▶ _THE PROBLEM_
Report all lines of the records that contain "thumb".
-- Opening Marker --
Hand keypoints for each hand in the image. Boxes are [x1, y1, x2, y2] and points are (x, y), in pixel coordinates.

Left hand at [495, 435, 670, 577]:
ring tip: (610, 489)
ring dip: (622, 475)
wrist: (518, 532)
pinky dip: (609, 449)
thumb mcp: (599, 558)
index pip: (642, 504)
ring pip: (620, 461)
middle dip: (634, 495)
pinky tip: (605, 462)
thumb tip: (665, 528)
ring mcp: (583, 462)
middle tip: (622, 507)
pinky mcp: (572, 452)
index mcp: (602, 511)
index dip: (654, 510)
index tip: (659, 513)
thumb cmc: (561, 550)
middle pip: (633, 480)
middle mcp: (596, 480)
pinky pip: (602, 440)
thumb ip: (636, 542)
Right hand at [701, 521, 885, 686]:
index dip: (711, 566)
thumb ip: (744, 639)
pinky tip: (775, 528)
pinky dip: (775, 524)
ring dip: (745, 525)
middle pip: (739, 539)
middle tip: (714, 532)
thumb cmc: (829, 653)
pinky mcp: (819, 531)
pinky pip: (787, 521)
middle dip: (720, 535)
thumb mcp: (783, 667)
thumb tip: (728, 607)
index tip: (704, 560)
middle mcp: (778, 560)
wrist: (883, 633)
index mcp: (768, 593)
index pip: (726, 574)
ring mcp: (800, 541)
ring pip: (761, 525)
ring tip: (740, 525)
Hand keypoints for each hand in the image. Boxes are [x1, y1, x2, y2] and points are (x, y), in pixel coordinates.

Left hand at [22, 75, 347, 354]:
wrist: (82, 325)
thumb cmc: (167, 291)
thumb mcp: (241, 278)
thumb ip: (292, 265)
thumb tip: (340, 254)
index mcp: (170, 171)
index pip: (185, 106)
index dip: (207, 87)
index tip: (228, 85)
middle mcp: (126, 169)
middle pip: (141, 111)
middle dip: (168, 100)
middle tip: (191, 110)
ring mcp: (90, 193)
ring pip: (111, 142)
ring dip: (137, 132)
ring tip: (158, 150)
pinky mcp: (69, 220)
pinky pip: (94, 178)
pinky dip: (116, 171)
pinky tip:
-- Closing Marker --
▶ _ANSWER SECTION_
thumb mcp: (599, 558)
thumb tip: (665, 528)
thumb cmc: (561, 550)
thumb ip: (636, 542)
thumb ip: (744, 639)
thumb cmc: (829, 653)
thumb mcp: (783, 667)
thumb tip: (728, 607)
thumb cmc: (167, 291)
thumb mcp: (241, 278)
thumb ip: (292, 265)
thumb tip: (340, 254)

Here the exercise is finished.